In October 2017, seeking to prevent the PKK (which still held Efrin at this time) turning westwards after capturing ISIS’s Syrian “capital” Raqqa, Turkey set up a series of military “observation posts” in Idlib after an “intensive negotiation process” with HTS. Turkey’s explanation for what looked like confirmation of the worst accusations levelled against her about collaborating with jihadists in Syria was two-fold. First, that military options to uproot HTS were impossible—the group was too entrenched in Idlib—and any direct attack would provoke terrorist attacks inside Turkey. Second, the Turks’ presence in Idlib was part of a “de-escalation” deal with Russia under the Astana framework (which also includes Iran) and would remove “all radical terrorist groups”; it was just that this would have to be through a longer campaign of political and covert warfare. Indeed, it was argued, this had already begun by forcing HTS to cross a jihadist ideological red line in treating with an “infidel” state, and over time HTS would be “drawn deeper into compromise”. And there were some signs of this process, including the emergence of Tandheem Hurras al-Deen in February 2018, a professed split of hardline Al-Qaeda loyalists (many of them Jordanians) away from HTS, one of whose stated objections was HTS’s dealings with Ankara. Events, however, soon turned in a rather different direction.

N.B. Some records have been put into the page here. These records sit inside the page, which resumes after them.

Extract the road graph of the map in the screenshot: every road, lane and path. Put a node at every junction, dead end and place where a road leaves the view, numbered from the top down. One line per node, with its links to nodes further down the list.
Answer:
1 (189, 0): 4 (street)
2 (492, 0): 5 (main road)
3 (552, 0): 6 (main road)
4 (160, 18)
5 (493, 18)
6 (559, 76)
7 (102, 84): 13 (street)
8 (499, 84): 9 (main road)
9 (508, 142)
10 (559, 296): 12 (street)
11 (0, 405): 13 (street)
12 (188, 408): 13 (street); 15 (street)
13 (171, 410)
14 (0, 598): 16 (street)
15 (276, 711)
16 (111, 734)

The destabilisation operations against HTS stopped and the group was able to tighten its rule over Idlib. Turkey expanded its presence in Idlib, clearly without HTS’s objection. Using HTS’s continued presence as a pretext, the pro-Asad coalition began an offensive against Idlib in December 2019, and Turkey provided the HTS-led resistance to the incursion with support. After a 27 February 2020 airstrike—almost certainly Russian—killed thirty-three Turkish soldiers in Balyun, Turkey directly attacked the Asad/Iran system in a devastating week-long air and artillery war, primarily using the Bayraktar TB2 drones that had already proven themselves in Libya, would decide the Armenia-Azerbaijan war months later, and have now become so famous helping Ukraine against Russia.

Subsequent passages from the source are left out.